Analyst Ratings February 3, 2026

RBC Lowers Broadridge Price Target as Event-Driven Revenue Outperforms Expectations

Analysts keep Outperform ratings amid stronger-than-expected quarter and tightened EPS growth guidance

By Hana Yamamoto BR
RBC Lowers Broadridge Price Target as Event-Driven Revenue Outperforms Expectations
BR

RBC Capital cut its price target on Broadridge Financial to $245 from $265 while leaving an Outperform rating in place. The company reported fiscal Q2 results that beat expectations, posted a sizable beat in event-driven revenue, and raised its full-year earnings outlook. Market reactions have been mixed despite the positive operational update.

Key Points

  • RBC Capital lowered its price target on Broadridge to $245 from $265 while maintaining an Outperform rating.
  • Broadridge reported event-driven revenue of $90.6 million, above RBC's $54.6 million estimate and the Street's $58 million consensus.
  • The company sustained FY26 recurring revenue growth expectations and tightened FY26 adjusted EPS growth guidance to 9-12% from 8-12%.

RBC Capital has trimmed its price target on Broadridge Financial (NYSE:BR) to $245.00 from $265.00, yet the brokerage kept an Outperform rating for the shares. At the same time, the stock is trading near its 52-week low at $185.95, with InvestingPro data cited as indicating the shares are currently undervalued.

Analyst Daniel Perlin noted that Broadridge's latest quarterly results topped both RBC Capital's and consensus Street estimates. The company is trading at a price-to-earnings ratio of 23.76, while its price/earnings-to-growth (PEG) ratio stands at 0.71, metrics that Perlin flagged as suggesting the stock remains attractively priced relative to its growth profile.

Management maintained its fiscal year 2026 recurring revenue growth expectations and revised its FY26 adjusted earnings per share growth guidance upward, narrowing the range to 9-12% from the prior 8-12% band. Those moves reflect confidence in the underlying business momentum following the quarter.

A notable element of the report was event-driven revenue of $90.6 million, a figure materially above RBC's $54.6 million estimate and the Street consensus of $58 million. Broadridge said it directed the unexpected revenue upside toward accelerating innovation initiatives, citing areas such as tokenization, shareholder engagement solutions, and digital communications as priorities for investment.

Separately, Broadridge reported second-quarter fiscal 2026 results that exceeded analyst expectations and raised full-year earnings guidance, signaling management's positive view on near-term performance. Market responses have varied: Raymond James pared its price target on Broadridge to $257.00 from $276.00 but preserved an Outperform rating, describing the quarter as strong and reiterating that the drivers of long-term revenue and EPS growth remain robust.

The combination of better-than-expected results, a meaningful event-driven revenue beat, and tightened EPS guidance contrasts with a lower price target from RBC and a share price sitting near its annual low.

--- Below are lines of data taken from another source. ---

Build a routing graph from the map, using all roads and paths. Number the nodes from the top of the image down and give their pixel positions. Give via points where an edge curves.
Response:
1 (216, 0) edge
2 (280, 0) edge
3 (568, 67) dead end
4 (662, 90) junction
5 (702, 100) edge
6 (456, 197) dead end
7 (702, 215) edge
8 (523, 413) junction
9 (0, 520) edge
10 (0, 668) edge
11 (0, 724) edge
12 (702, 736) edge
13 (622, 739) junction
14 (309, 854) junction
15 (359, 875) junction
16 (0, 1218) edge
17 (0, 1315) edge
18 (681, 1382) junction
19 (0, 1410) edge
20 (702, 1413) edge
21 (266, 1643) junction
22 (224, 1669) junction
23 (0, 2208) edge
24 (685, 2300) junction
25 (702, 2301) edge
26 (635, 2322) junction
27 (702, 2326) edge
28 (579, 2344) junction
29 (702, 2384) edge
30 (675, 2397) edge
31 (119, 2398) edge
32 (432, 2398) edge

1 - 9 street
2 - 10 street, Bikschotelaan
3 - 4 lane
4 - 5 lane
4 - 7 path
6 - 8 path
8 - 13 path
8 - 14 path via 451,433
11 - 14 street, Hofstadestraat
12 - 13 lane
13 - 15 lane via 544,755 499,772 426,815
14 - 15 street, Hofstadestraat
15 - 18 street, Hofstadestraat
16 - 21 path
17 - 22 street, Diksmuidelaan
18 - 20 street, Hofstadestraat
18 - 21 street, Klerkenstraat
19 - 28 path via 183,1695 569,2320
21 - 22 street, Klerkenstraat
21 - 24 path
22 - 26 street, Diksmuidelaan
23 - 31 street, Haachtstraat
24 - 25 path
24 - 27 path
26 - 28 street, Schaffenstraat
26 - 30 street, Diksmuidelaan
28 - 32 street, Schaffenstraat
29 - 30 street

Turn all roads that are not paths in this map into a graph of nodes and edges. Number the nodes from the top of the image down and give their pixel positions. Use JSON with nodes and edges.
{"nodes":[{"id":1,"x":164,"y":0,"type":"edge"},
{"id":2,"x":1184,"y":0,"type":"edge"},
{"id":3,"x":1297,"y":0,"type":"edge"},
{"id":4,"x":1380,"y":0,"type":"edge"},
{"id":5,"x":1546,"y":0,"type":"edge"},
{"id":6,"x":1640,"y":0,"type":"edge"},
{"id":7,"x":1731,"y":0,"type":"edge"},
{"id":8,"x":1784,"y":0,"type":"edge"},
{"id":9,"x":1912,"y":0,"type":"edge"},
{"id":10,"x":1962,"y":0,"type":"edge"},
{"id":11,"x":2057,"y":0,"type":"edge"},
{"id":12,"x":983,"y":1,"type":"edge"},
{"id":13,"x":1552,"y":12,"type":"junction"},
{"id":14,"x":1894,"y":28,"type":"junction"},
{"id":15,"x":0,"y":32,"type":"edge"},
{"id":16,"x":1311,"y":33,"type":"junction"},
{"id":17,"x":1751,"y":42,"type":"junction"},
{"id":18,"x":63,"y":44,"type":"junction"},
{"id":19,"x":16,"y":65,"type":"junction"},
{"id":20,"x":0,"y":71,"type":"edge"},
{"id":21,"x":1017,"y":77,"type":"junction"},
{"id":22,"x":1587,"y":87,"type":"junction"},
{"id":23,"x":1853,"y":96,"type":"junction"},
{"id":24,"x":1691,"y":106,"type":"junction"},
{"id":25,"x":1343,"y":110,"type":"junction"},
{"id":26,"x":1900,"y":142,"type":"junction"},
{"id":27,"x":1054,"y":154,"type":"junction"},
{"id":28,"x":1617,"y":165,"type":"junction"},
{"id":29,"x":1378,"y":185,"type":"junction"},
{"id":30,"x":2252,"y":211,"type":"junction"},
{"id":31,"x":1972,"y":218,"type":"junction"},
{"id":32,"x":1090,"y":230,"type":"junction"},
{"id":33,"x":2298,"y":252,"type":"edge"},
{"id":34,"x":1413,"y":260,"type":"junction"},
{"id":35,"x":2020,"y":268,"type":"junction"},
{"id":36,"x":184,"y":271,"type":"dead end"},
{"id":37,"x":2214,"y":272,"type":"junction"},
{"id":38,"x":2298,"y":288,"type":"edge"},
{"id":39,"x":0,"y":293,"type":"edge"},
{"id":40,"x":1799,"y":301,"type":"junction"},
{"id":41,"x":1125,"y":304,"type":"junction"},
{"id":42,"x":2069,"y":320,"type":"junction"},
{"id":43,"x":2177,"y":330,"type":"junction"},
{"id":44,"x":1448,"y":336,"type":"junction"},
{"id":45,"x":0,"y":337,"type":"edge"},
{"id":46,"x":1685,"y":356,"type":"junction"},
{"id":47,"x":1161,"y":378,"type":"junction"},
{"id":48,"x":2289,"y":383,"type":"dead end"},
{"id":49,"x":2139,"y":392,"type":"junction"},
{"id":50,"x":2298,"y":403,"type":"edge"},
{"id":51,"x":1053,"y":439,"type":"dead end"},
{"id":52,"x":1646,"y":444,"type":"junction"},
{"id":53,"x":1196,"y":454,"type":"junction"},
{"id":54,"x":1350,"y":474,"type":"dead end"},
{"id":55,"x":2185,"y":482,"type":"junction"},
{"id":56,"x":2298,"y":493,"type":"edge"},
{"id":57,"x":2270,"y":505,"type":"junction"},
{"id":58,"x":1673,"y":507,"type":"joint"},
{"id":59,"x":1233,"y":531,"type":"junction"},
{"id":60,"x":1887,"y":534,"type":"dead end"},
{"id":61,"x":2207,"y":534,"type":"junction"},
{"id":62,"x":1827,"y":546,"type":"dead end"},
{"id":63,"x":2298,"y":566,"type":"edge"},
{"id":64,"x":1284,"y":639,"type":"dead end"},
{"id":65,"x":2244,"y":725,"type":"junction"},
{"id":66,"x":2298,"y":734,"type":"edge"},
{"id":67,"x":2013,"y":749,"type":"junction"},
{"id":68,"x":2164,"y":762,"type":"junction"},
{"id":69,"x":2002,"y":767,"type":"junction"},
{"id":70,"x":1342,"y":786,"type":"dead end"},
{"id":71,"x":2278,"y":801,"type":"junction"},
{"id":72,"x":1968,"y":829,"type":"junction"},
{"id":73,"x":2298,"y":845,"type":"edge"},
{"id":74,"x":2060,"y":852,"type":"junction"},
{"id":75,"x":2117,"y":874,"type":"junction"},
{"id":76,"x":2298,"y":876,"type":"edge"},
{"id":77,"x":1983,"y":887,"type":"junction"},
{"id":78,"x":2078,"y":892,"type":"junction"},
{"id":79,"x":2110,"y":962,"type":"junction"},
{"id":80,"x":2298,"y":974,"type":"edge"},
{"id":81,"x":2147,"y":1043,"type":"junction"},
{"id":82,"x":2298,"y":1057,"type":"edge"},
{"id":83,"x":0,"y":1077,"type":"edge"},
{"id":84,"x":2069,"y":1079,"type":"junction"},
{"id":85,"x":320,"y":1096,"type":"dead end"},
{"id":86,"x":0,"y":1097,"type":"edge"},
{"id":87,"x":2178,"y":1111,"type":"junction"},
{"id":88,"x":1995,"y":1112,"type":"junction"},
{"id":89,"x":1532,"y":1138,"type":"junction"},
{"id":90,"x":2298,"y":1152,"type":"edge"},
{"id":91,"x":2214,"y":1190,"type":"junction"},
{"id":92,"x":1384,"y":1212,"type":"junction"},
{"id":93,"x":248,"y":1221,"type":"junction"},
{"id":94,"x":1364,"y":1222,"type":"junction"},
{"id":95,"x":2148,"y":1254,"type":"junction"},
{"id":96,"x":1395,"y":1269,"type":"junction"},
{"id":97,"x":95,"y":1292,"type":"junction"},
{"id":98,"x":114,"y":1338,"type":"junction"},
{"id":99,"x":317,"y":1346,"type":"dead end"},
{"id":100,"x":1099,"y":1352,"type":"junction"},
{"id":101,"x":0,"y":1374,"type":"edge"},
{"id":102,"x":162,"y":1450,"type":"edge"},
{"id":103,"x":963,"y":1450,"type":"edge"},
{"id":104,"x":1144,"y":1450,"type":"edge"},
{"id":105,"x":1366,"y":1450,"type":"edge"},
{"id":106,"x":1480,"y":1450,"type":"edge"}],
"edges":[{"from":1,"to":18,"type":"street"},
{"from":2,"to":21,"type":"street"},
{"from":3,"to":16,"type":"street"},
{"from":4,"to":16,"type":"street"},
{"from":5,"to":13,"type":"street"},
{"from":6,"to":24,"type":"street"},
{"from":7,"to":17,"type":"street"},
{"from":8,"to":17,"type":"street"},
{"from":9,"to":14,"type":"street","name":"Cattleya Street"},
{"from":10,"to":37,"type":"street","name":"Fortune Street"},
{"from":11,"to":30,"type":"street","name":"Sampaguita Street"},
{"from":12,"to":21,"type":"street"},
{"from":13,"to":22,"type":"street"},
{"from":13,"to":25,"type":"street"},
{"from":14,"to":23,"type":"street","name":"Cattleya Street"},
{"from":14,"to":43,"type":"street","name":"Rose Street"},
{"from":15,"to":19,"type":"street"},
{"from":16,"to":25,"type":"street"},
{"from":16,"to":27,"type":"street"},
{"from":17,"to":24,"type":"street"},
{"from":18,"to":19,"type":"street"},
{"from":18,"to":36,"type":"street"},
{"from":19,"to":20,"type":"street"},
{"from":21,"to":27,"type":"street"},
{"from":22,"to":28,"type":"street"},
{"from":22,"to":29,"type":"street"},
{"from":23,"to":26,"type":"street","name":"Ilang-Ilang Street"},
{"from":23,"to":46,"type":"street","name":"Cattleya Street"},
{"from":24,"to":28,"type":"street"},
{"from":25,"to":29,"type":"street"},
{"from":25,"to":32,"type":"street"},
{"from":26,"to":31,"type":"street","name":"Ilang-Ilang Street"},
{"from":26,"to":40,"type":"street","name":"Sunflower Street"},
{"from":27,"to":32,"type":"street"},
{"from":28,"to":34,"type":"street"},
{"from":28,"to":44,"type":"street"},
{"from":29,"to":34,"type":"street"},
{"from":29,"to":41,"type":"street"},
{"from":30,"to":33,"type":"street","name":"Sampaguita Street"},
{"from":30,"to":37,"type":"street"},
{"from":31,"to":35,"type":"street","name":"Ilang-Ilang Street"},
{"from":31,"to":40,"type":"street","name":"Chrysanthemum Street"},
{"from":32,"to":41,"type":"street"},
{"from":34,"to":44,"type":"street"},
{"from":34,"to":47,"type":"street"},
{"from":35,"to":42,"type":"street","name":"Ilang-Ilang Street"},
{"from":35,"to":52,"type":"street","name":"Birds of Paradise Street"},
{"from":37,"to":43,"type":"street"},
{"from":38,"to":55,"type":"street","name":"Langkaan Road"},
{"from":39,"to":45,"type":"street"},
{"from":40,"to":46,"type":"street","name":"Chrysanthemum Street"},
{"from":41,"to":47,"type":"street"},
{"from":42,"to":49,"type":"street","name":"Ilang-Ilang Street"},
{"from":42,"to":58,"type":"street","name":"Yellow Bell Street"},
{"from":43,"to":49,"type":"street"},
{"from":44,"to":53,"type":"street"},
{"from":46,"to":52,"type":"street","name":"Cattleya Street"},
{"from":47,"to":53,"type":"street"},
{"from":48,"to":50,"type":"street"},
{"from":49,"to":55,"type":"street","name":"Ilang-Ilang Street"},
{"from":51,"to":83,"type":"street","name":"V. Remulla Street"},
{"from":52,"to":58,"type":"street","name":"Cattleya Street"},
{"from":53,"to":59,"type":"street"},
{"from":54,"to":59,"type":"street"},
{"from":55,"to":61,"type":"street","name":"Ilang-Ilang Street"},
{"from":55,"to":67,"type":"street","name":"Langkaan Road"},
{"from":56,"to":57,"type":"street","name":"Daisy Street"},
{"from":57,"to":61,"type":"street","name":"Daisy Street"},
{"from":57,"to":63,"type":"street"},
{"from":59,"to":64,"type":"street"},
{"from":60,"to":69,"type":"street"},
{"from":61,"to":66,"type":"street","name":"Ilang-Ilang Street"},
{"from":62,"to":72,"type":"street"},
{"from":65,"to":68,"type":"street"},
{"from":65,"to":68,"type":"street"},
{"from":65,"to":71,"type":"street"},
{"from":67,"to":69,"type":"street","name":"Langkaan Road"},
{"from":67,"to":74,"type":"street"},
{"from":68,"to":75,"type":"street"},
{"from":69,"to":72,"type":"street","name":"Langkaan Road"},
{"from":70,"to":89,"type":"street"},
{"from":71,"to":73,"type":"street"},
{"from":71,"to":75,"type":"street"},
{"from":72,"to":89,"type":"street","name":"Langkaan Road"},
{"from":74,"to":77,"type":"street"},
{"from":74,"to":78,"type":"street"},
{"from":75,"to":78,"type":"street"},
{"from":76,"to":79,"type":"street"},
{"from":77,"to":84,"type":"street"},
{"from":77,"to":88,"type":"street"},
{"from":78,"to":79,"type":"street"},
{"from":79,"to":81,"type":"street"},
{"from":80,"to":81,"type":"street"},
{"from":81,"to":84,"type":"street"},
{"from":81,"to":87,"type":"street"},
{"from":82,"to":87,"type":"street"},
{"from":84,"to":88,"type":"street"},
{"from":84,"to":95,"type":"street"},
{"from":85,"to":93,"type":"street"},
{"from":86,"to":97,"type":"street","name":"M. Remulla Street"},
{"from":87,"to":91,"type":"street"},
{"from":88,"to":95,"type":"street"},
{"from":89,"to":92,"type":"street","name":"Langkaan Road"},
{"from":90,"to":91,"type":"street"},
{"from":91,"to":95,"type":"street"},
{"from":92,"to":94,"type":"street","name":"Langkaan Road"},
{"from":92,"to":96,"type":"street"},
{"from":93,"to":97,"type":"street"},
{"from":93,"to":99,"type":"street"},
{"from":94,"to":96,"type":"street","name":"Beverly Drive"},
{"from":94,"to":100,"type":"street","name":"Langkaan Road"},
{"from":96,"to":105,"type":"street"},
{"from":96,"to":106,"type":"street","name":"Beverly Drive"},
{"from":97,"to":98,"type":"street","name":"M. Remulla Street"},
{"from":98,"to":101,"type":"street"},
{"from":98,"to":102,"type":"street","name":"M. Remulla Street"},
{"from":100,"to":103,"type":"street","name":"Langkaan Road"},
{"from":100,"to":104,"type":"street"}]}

Investors and analysts appear to be weighing the company's updated guidance and innovation investments against near-term valuation and market sentiment.


Key takeaways

  • RBC lowered its price target to $245 but kept an Outperform rating on Broadridge.
  • Broadridge beat expectations with event-driven revenue of $90.6 million, well above both RBC and Street estimates.
  • The company maintained FY26 recurring revenue growth expectations and tightened FY26 adjusted EPS growth to 9-12% from 8-12%.

Risk factors and uncertainties

  • Share price volatility - The stock sits near its 52-week low at $185.95, exposing investors to near-term downside risk.
  • Analyst target variability - Differing price-target adjustments, such as RBC's cut and Raymond James' reduction, show mixed market perceptions that could impact investor sentiment.
  • Concentration of upside - A significant portion of the quarter's upside came from event-driven revenue, which may be less predictable than recurring revenue streams.

Risks

  • Share price pressure: shares are trading near a 52-week low at $185.95, indicating potential near-term downside risk for investors in the financial services sector.
  • Analyst divergence: different firms adjusted price targets downward despite Outperform ratings, reflecting mixed market sentiment that could affect investor confidence in financials and software-enabled services.
  • Revenue concentration: a sizeable portion of the quarter's outperformance derived from event-driven revenue, which may be less stable than core recurring revenue and impacts investor-services and communications segments.